A l’arrivée Stuck, malgré un début un peu lent, se met rapidement en place, ou plutôt dans le surplace, et écorche à vif l’égoïsme forcené d’une société qui n’a que faire de savoir si des cadavres s’amoncellent dans le garage du voisin. Comme le dit un des personnages, « ce ne sont pas nos affaires », même quand la vie d’un homme est en jeu. Se laissant aller à deux trois plans assez gores, le pauvre homme dans le pars brise est dans un très mauvais état et jamais Gordon ne fera un film dénué d’hémoglobine, Stuck insiste sur l’aberration de la situation jusqu’à la rendre drôle. 13 Beloved jouait aussi sur ce registre. A croire que plus l’on se penche sur les dérives du monde et plus le rire devient l’ultime bouée de sauvetage de l’individu. Ces aberrations font penser aux dramaturges scandinaves pour leur capacité à fouiller les tréfonds obscurs de l’âme humaine avec en filigrane un humour à froid. Rire du pathétique, sourire pour dédramatiser. Car en général cela se termine souvent mal. Et si Stuck rend justice à l’injustice, il n’en laisse pas moins une impression amère dans la bouche. Après le rebelle Carpenter, Joe Dante la tête brûlée et Romero l’éternel psychologue du vivant zombifié, il faudra dorénavant compter sur Gordon en tant que sociologue du pathétique horrifique.

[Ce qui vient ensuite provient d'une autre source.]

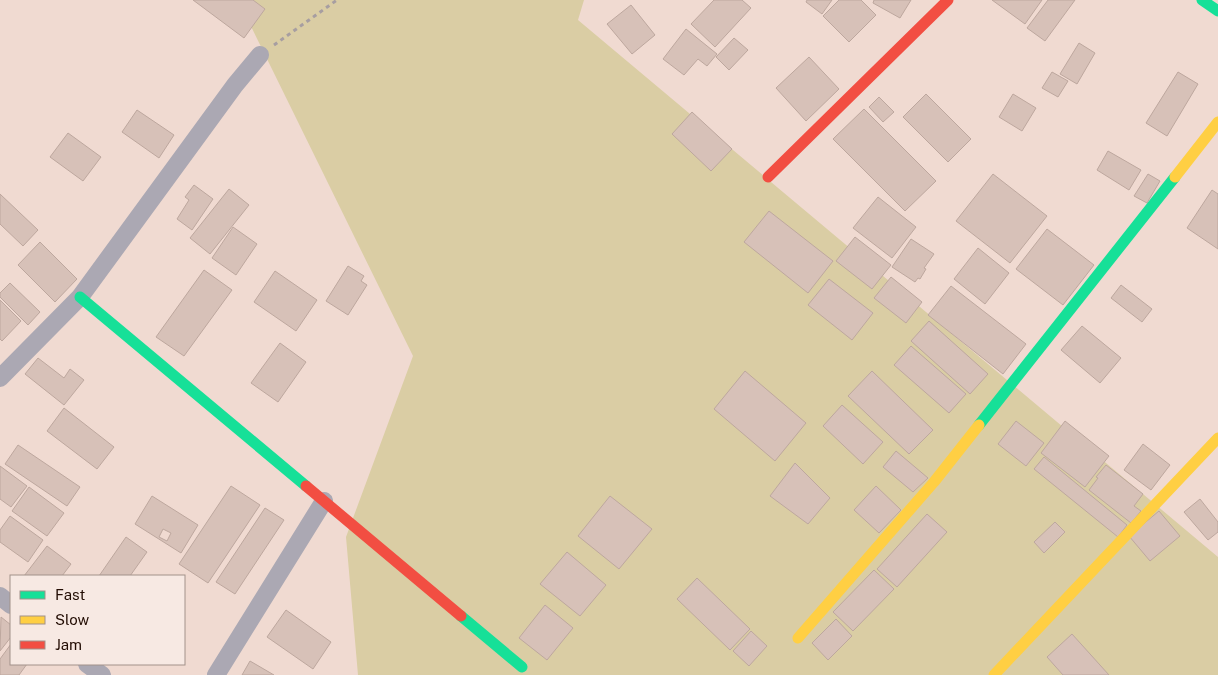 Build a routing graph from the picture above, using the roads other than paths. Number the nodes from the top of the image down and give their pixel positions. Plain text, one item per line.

Enfin, film de clôture censé peindre un imaginaire entre Jodorowsky et Bunuel, The Fall de Tarsem Singh échoue à emporter le spectateur loin des rivages narratifs et des histoires rationnelles malgré son postulat de départ. Dans un hôpital à Los Angeles vers 1940, une petite fille se voit racontée par un cascadeur cloué au lit une histoire de pirates et d’amour. Le film alternera entre ces deux mondes. Fort de son premier film, The Cell plongeait Jennifer Lopez dans l’esprit d’un serial killer, occasion pour le réalisateur de construire nombres de séquences dantesques dans un monde mental cauchemardesque et esthétiquement bluffant, Tarsem récidive dans un registre plus enfantin et s’abandonne dans une image léchée se voulant de véritables odes à l’imaginaire. Bien mal lui en prend, son film ne dépasse jamais le statut de pelloche boursouflée, où, se prenant pour le nouveau maître du conte-mystico-païen, tout est fait pour en mettre plein la vue à coup de paysages sortis de l’Eden et de costumes stylisés à outrance. Certes c’est très beau, mais l’histoire reste très plan-plan, tant dans l’hôpital que dans cette plate histoire d’amour (le monde imaginaire ici n’est pas très imaginatif), et surtout on ressent cette envie de la part du metteur en scène de plagier les grands maîtres psychédéliques sans avoir le discours approprié. Faire un beau film c’est bien, mais faut-il avoir encore quelques chose à dire sans que ce dit film paraisse pour un trip arty prétentieux. A aucun instant une quelconque émotion émerge de ce charabia faussement jodorowskien, et le film continue de dérouler sa logorrhée visuelle en arc-en ciel sans tenir compte de ce manque à ressentir. The Fall, oui, mais pas dans le sens où l’entendait le réalisateur.